▶

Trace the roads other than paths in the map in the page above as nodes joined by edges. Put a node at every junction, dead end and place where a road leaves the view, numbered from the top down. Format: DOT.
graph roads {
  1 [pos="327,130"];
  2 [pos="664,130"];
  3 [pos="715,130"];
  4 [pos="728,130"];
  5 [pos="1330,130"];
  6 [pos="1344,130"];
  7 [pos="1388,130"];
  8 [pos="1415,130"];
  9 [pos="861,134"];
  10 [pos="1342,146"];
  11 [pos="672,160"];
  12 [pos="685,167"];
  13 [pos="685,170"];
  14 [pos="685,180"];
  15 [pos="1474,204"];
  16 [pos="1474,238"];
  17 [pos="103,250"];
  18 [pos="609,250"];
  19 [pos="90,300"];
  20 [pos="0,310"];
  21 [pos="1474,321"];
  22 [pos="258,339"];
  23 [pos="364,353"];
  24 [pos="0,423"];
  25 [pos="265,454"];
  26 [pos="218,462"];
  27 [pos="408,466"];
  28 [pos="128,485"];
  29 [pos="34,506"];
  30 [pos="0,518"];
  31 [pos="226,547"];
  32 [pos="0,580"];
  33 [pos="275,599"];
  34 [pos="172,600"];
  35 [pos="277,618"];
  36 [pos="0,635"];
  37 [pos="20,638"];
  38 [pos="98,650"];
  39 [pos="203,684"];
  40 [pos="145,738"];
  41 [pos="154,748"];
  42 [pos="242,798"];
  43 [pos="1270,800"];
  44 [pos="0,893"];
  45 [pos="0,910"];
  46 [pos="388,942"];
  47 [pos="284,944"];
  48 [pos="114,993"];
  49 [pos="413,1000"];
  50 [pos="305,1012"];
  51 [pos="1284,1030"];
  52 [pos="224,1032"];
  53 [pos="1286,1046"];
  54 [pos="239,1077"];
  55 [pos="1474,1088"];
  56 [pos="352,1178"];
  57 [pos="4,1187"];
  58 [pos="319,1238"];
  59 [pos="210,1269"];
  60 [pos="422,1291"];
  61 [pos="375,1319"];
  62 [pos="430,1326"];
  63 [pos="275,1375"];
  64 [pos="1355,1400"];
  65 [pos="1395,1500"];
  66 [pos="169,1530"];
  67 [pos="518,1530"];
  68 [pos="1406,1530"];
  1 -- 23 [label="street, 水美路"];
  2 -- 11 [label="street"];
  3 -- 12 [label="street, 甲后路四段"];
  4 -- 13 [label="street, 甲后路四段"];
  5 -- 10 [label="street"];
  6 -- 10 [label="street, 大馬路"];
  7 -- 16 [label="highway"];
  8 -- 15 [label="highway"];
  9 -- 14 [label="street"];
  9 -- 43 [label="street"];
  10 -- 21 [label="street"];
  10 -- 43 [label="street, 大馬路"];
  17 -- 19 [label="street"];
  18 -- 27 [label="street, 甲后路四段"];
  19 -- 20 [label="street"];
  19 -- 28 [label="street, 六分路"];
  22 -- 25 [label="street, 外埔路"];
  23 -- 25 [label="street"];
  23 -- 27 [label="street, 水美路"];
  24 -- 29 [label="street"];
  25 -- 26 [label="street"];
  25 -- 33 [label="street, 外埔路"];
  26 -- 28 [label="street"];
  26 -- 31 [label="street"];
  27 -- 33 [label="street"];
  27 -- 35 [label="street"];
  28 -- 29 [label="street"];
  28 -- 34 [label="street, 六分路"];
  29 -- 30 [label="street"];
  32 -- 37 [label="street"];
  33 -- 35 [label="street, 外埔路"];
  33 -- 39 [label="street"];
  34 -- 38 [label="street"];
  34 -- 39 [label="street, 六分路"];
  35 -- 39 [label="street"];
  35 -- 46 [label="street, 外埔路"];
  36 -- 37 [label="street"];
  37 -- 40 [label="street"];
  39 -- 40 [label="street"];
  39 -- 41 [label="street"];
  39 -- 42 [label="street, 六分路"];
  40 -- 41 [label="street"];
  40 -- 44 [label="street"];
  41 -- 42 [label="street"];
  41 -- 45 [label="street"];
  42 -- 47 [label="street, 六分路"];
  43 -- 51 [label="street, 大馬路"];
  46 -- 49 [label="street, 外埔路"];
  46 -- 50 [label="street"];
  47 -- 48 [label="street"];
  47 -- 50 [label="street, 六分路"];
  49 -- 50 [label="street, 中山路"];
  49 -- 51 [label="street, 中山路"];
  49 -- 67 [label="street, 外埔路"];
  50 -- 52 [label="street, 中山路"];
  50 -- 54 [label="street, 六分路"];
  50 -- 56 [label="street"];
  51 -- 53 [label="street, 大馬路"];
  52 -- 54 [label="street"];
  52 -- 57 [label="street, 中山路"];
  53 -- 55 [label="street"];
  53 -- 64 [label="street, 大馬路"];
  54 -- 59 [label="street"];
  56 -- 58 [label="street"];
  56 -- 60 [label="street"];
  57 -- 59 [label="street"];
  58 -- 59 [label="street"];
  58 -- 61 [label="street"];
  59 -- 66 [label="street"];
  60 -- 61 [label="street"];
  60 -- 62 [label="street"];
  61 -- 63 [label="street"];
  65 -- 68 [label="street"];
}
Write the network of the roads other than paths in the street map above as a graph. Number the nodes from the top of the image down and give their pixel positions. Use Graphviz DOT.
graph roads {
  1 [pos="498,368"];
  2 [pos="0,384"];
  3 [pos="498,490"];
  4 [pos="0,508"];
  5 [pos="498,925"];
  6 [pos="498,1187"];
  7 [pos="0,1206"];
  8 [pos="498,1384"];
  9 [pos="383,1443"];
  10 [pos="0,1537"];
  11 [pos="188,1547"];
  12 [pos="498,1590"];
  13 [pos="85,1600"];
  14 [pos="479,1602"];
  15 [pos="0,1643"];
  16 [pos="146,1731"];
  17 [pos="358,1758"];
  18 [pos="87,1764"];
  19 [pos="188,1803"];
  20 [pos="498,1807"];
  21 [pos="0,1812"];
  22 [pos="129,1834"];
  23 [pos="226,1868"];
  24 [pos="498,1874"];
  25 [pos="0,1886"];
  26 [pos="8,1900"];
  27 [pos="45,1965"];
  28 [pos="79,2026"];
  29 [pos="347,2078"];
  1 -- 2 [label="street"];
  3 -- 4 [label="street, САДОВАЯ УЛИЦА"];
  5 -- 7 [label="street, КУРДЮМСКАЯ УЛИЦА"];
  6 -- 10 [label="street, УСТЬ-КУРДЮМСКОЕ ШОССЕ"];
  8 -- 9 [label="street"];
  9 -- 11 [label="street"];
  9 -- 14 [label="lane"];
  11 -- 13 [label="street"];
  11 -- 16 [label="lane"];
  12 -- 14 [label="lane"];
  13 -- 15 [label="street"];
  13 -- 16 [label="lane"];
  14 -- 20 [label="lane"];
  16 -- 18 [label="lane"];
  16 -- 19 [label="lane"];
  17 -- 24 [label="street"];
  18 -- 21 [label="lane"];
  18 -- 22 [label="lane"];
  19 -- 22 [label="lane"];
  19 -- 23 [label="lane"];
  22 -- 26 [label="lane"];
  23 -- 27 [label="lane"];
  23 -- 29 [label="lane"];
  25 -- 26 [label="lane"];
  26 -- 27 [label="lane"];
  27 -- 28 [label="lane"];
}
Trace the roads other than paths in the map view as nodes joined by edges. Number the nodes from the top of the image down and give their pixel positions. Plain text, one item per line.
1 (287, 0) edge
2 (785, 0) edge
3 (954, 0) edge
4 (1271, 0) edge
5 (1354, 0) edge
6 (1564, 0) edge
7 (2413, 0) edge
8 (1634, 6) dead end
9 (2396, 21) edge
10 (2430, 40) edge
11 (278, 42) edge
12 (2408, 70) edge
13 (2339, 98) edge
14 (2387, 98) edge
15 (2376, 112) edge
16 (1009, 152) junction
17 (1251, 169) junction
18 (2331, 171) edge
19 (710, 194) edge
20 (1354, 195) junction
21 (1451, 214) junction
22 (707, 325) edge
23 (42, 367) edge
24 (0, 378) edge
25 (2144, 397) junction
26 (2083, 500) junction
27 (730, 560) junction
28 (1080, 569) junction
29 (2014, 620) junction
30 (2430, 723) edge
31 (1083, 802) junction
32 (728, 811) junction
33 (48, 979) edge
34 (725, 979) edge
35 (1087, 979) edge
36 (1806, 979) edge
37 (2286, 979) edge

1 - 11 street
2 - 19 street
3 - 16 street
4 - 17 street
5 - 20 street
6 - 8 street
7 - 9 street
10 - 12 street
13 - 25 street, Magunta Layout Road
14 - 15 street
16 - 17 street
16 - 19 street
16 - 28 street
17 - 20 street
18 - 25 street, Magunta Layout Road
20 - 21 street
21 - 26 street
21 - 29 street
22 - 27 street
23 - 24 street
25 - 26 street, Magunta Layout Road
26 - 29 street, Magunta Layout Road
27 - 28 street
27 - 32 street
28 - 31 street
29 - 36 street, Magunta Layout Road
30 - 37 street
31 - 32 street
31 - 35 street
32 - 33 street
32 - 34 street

◀

TASK PROMPT: If a line in the records contains the string "roads", copy it out.

REPLY:
Trace the roads other than paths in the map in the page above as nodes joined by edges. Put a node at every junction, dead end and place where a road leaves the view, numbered from the top down. Format: DOT.
graph roads {
Write the network of the roads other than paths in the street map above as a graph. Number the nodes from the top of the image down and give their pixel positions. Use Graphviz DOT.
graph roads {
Trace the roads other than paths in the map view as nodes joined by edges. Number the nodes from the top of the image down and give their pixel positions. Plain text, one item per line.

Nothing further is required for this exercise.